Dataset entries
━━━━

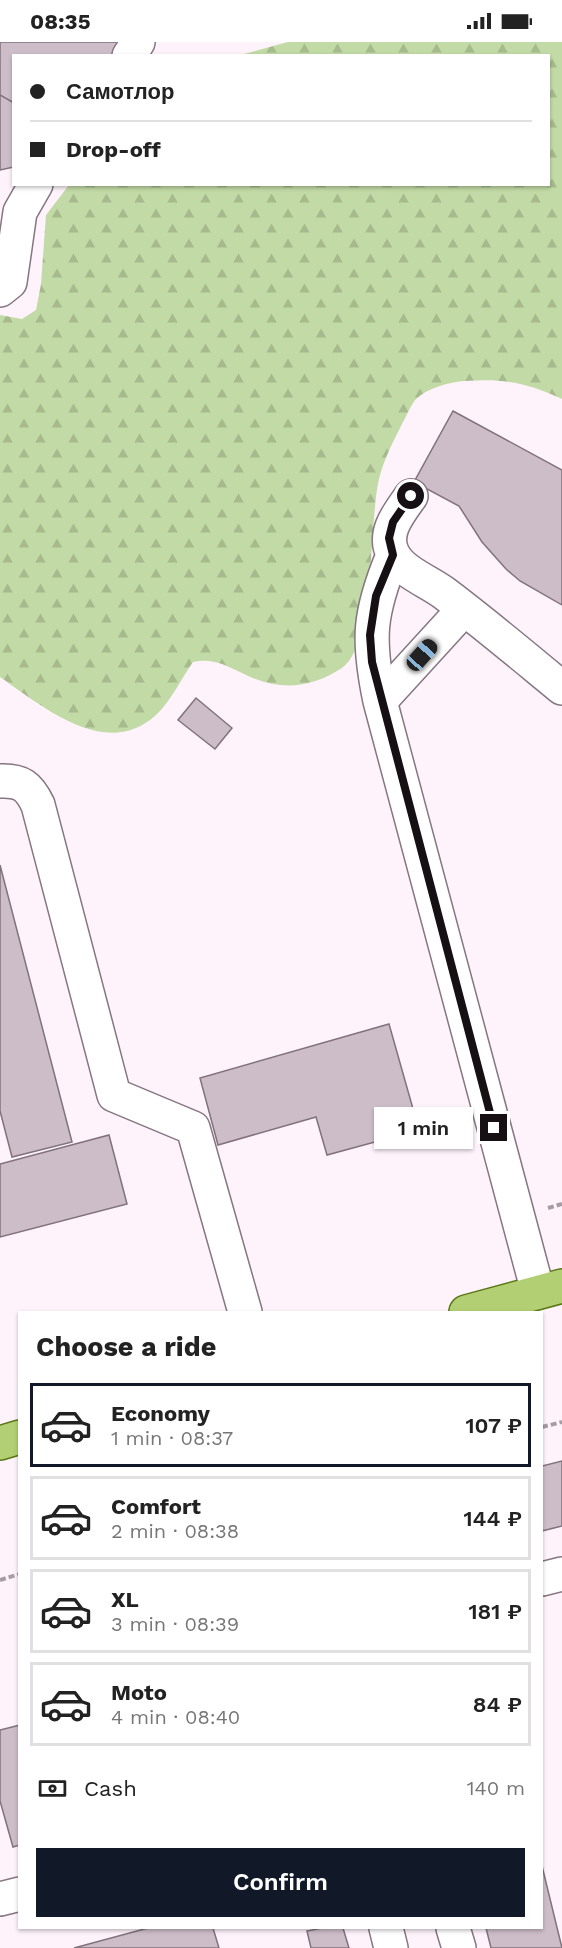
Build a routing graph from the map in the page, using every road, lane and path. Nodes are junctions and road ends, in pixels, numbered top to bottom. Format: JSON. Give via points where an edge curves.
{"nodes":[{"id":1,"x":35,"y":186,"type":"edge"},
{"id":2,"x":0,"y":290,"type":"edge"},
{"id":3,"x":411,"y":496,"type":"dead end"},
{"id":4,"x":393,"y":555,"type":"junction"},
{"id":5,"x":464,"y":609,"type":"junction"},
{"id":6,"x":562,"y":688,"type":"edge"},
{"id":7,"x":380,"y":701,"type":"junction"},
{"id":8,"x":0,"y":781,"type":"edge"},
{"id":9,"x":550,"y":1289,"type":"edge"},
{"id":10,"x":245,"y":1311,"type":"edge"},
{"id":11,"x":470,"y":1311,"type":"edge"},
{"id":12,"x":562,"y":1422,"type":"edge"},
{"id":13,"x":543,"y":1427,"type":"edge"},
{"id":14,"x":18,"y":1438,"type":"edge"},
{"id":15,"x":0,"y":1443,"type":"edge"},
{"id":16,"x":562,"y":1574,"type":"edge"},
{"id":17,"x":18,"y":1575,"type":"edge"},
{"id":18,"x":543,"y":1579,"type":"edge"},
{"id":19,"x":0,"y":1580,"type":"edge"},
{"id":20,"x":18,"y":1894,"type":"edge"},
{"id":21,"x":0,"y":1899,"type":"edge"},
{"id":22,"x":386,"y":1929,"type":"edge"},
{"id":23,"x":453,"y":1929,"type":"edge"},
{"id":24,"x":391,"y":1948,"type":"edge"},
{"id":25,"x":459,"y":1948,"type":"edge"}],
"edges":[{"from":1,"to":2,"type":"lane","via":[[20,212],[10,282]]},
{"from":3,"to":4,"type":"lane","via":[[393,522],[389,538]]},
{"from":4,"to":5,"type":"lane"},
{"from":4,"to":7,"type":"lane","via":[[376,596],[370,635]]},
{"from":5,"to":6,"type":"lane"},
{"from":5,"to":7,"type":"lane"},
{"from":7,"to":9,"type":"lane"},
{"from":8,"to":10,"type":"lane","via":[[16,780],[30,789],[38,805],[114,1095],[193,1128]]},
{"from":9,"to":11,"type":"main road"},
{"from":12,"to":13,"type":"path"},
{"from":14,"to":15,"type":"main road"},
{"from":16,"to":18,"type":"lane"},
{"from":17,"to":19,"type":"path"},
{"from":20,"to":21,"type":"lane"},
{"from":22,"to":24,"type":"lane"},
{"from":23,"to":25,"type":"lane"}]}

━━━━

#### [Exercise prompt]
For this exercise, return every line from the data that holds the string "main".

#### [Reply]
{"from":9,"to":11,"type":"main road"},
{"from":14,"to":15,"type":"main road"},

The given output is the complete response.